Parece brincadeira. É e não é. Já que não saio sem vocês nos meus coldres; nunca saio de mim, esquecendo-as. A minha vida interior precisa desse… alimento, desses exemplos, que me ajudam até quando penso como um machista part time que sou: se uma mulher pode, como um homem não poderá? Usufruir da própria sensibilidade é o maior barato, mas ser governado por ela, como é o meu caso, é um desastre, preciso de ajuda. E ainda: brigar e implicar com vocês, quando pinta, é uma prova daquelas, é uma prova oral de matemática precisando de nota, é como ir para uma academia e malhar até cansar, ou ir para um ringue e treinar à vera, ainda mais porque as oponentes – uma de cada vez, por favor – conhecem a fundo o adversário, com muitos calcanhares de Aquiles, e com uma sensibilidade à dor, e, portanto, com um “queixo de vidro” que não dá para proteger em nenhum momento, satisfatoriamente.
A fragilidade exposta, quando por escrito, fica exagerada. Afinal, tenho a minha “navalha na liga”: o rancor que dura anos, companhia malsã, mas companhia, que, às vezes, acaba me cortando mais do que ao outro. Até porque o que pode ser mais íntimo que um inimigo bem plantado e cultivado? Como esquecê-lo?
Quanto à fobia, você sabe, tive a minha na idade que você teve a sua e que durou dois anos. Foi fogo na roupa. Tenho a impressão que ninguém se cura definitivamente de um troço desses.
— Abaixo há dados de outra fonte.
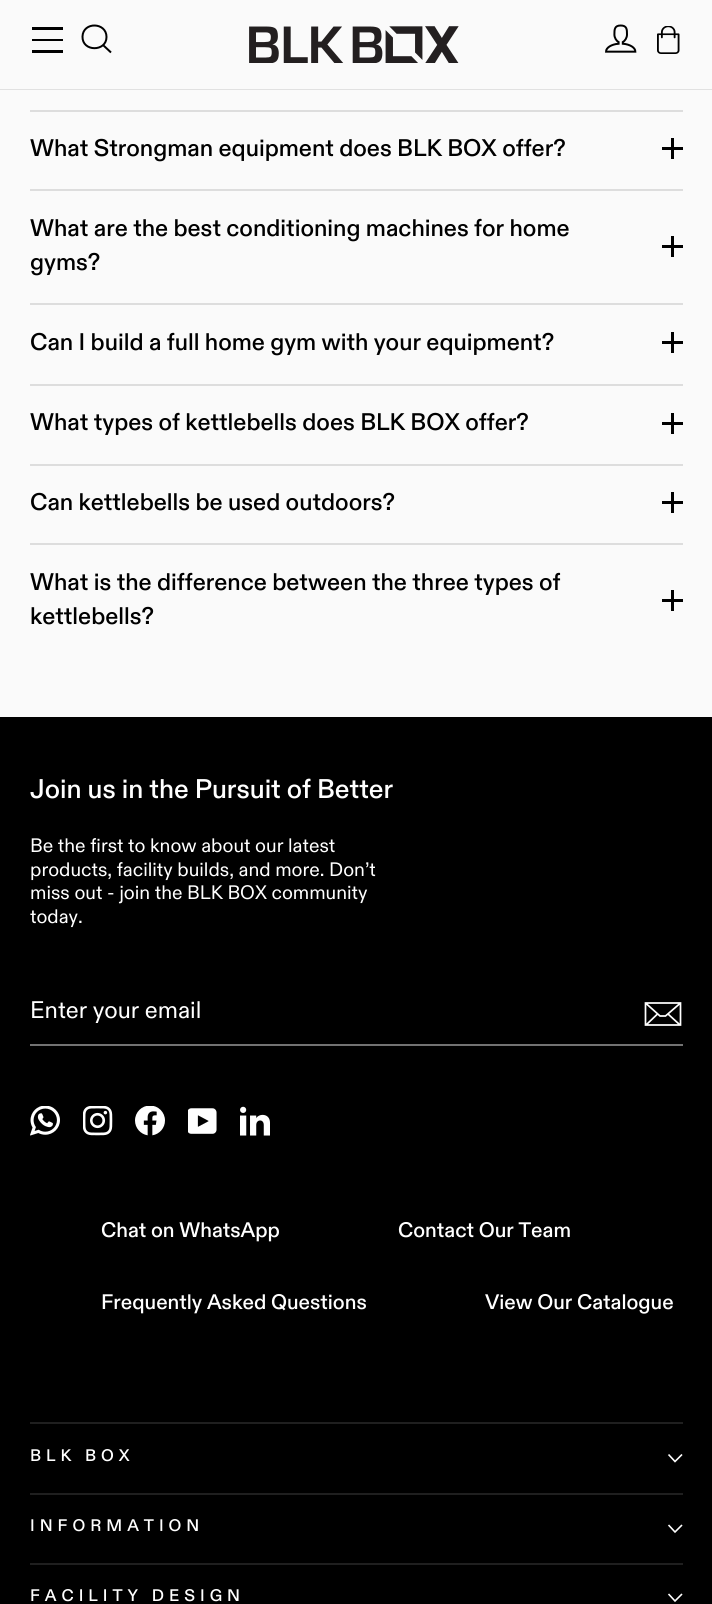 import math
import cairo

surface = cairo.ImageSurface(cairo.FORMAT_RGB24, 712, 1604)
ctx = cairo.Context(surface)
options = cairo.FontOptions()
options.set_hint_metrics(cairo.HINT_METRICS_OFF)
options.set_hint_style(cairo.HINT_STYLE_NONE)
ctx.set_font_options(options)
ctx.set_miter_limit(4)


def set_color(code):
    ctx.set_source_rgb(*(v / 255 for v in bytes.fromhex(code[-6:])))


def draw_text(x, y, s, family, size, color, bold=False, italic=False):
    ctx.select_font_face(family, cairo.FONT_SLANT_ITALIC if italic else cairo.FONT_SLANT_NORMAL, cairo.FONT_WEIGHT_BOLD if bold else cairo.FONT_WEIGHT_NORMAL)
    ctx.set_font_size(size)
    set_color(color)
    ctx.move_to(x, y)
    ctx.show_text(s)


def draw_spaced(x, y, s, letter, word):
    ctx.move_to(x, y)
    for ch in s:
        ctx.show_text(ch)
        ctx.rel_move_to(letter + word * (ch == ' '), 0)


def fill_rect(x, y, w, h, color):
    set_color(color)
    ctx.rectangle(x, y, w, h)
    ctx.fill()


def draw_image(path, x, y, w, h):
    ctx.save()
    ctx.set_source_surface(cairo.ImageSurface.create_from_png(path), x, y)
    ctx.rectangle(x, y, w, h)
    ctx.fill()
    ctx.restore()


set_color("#fafafa")
ctx.paint()
set_color("#e1e1e1")
ctx.new_path()
ctx.move_to(0, 88)
ctx.line_to(0, 90)
ctx.line_to(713, 90)
ctx.line_to(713, 2)
ctx.line_to(712, 2)
ctx.line_to(712, 88)
ctx.close_path()
ctx.fill()
fill_rect(0, 88, 712, 1, "#fafafa")
fill_rect(32, 27, 31, 3, "#000000")
fill_rect(32, 39, 31, 2, "#000000")
fill_rect(32, 50, 31, 3, "#000000")
ctx.new_path()
ctx.move_to(111, 52.5)
ctx.line_to(103, 45)
ctx.move_to(106.5, 37)
ctx.curve_to(106.5, 52, 82, 52, 82.5, 36.5)
ctx.curve_to(83, 21.5, 106.5, 22, 106.5, 37)
ctx.close_path()
ctx.stroke()
draw_image("assets/img1.png", 249, 26, 210, 37)
draw_image("assets/img2.png", 605, 24, 32, 29)
draw_image("assets/img3.png", 657, 26, 23, 28)
fill_rect(30, 110, 653, 2, "#dddddd")
draw_text(30, 156, "What Strongman equipment does BLK BOX offer?", "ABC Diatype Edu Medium", 24, "#000000")
fill_rect(671, 138, 3, 21, "#000000")
fill_rect(662, 147, 21, 3, "#000000")
fill_rect(30, 189, 653, 2, "#dddddd")
draw_text(30, 236, "What are the best conditioning machines for home", "ABC Diatype Edu Medium", 24, "#000000")
fill_rect(671, 236, 3, 21, "#000000")
fill_rect(662, 245, 21, 3, "#000000")
draw_text(30, 270, "gyms?", "ABC Diatype Edu Medium", 24, "#000000")
fill_rect(30, 303, 653, 2, "#dddddd")
draw_text(30, 350, "Can I build a full home gym with your equipment?", "ABC Diatype Edu Medium", 24, "#000000")
fill_rect(671, 332, 3, 21, "#000000")
fill_rect(662, 341, 21, 3, "#000000")
fill_rect(30, 384, 653, 2, "#dddddd")
draw_text(30, 430, "What types of kettlebells does BLK BOX offer?", "ABC Diatype Edu Medium", 24, "#000000")
fill_rect(671, 413, 3, 21, "#000000")
fill_rect(662, 422, 21, 3, "#000000")
fill_rect(30, 464, 653, 2, "#dddddd")
draw_text(30, 510, "Can kettlebells be used outdoors?", "ABC Diatype Edu Medium", 24, "#000000")
fill_rect(671, 492, 3, 21, "#000000")
fill_rect(662, 501, 21, 3, "#000000")
fill_rect(30, 543, 653, 2, "#dddddd")
draw_text(30, 590, "What is the difference between the three types of", "ABC Diatype Edu Medium", 24, "#000000")
fill_rect(671, 590, 3, 21, "#000000")
fill_rect(662, 599, 21, 3, "#000000")
draw_text(30, 624, "kettlebells?", "ABC Diatype Edu Medium", 24, "#000000")
fill_rect(0, 717, 712, 887, "#000000")
draw_text(30, 798, "Join us in the Pursuit of Better", "ABC Diatype Edu Medium", 27, "#ffffff")
draw_text(30, 852, "Be the first to know about our latest", "ABC Diatype Edu", 19.5, "#ffffff")
draw_text(30, 876, "products, facility builds, and more. Don’t", "ABC Diatype Edu", 19.5, "#ffffff")
draw_text(30, 899, "miss out - join the BLK BOX community", "ABC Diatype Edu", 19.5, "#ffffff")
draw_text(30, 923, "today.", "ABC Diatype Edu", 19.5, "#ffffff")
fill_rect(30, 1044, 653, 2, "#727272")
draw_text(30, 1018, "Enter your email", "ABC Diatype Edu", 24, "#ffffff")
ctx.new_path()
ctx.move_to(680.5, 1025)
ctx.line_to(645.5, 1025)
ctx.line_to(645.5, 1003)
ctx.line_to(680.5, 1003)
ctx.close_path()
ctx.move_to(645.5, 1003)
ctx.line_to(660, 1016)
ctx.line_to(665.5, 1016)
ctx.line_to(680.5, 1003)
ctx.move_to(657.5, 1014)
ctx.line_to(646, 1025)
ctx.move_to(680, 1025)
ctx.line_to(668, 1014)
ctx.set_line_width(1.7)
ctx.stroke()
draw_image("assets/img4.png", 30, 1106, 30, 30)
draw_image("assets/img5.png", 83, 1106, 30, 30)
draw_image("assets/img6.png", 135, 1106, 30, 30)
draw_image("assets/img7.png", 188, 1108, 29, 26)
draw_image("assets/img8.png", 240, 1106, 30, 30)
draw_text(101, 1237, "Chat on WhatsApp", "ABC Diatype Edu Medium", 21, "#ffffff")
draw_text(398, 1237, "Contact Our Team", "ABC Diatype Edu Medium", 21, "#ffffff")
draw_text(101, 1309, "Frequently Asked Questions", "ABC Diatype Edu Medium", 21, "#ffffff")
draw_text(485, 1309, "View Our Catalogue", "ABC Diatype Edu Medium", 21, "#ffffff")
fill_rect(30, 1422, 653, 2, "#1f1f1f")
ctx.set_font_size(16.75)
set_color("#ffffff")
draw_spaced(30, 1461, "BLK BOX", 5, 0)
ctx.new_path()
ctx.move_to(668.5, 1454.5)
ctx.line_to(675, 1461.5)
ctx.line_to(682, 1454.5)
ctx.set_line_width(1.6)
ctx.stroke()
fill_rect(30, 1493, 653, 2, "#1f1f1f")
set_color("#ffffff")
draw_spaced(30, 1531, "INFORMATION", 5, 0)
ctx.new_path()
ctx.move_to(668.5, 1525)
ctx.line_to(675, 1532)
ctx.line_to(682, 1525)
ctx.stroke()
fill_rect(30, 1563, 653, 2, "#1f1f1f")
set_color("#ffffff")
draw_spaced(30, 1601, "FACILITY DESIGN", 5, 0)
ctx.new_path()
ctx.move_to(668.5, 1594)
ctx.line_to(675, 1601)
ctx.line_to(682, 1594)
ctx.stroke()
surface.write_to_png("output.png")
Tenho a impressão que ninguém se cura de nada, por assim dizer. Pelo menos eu, definitivamente, não me curo. Vou sendo remendado, vida afora, até o dia em que o patchwork não vai aguentar mais, e se rasgará, sem remédio, na última lavagem, ficando imprestável mesmo para o uso caseiro. No máximo, poderá ser aposentado, guardado por quem, e por quanto tempo?
É o que vivo me perguntando nesses dias contados aqui nessa tela, nessa janela iluminada, ou no escuro do quarto fechado. Dias contados, sim, não foi à toa que essa expressão saiu espremida.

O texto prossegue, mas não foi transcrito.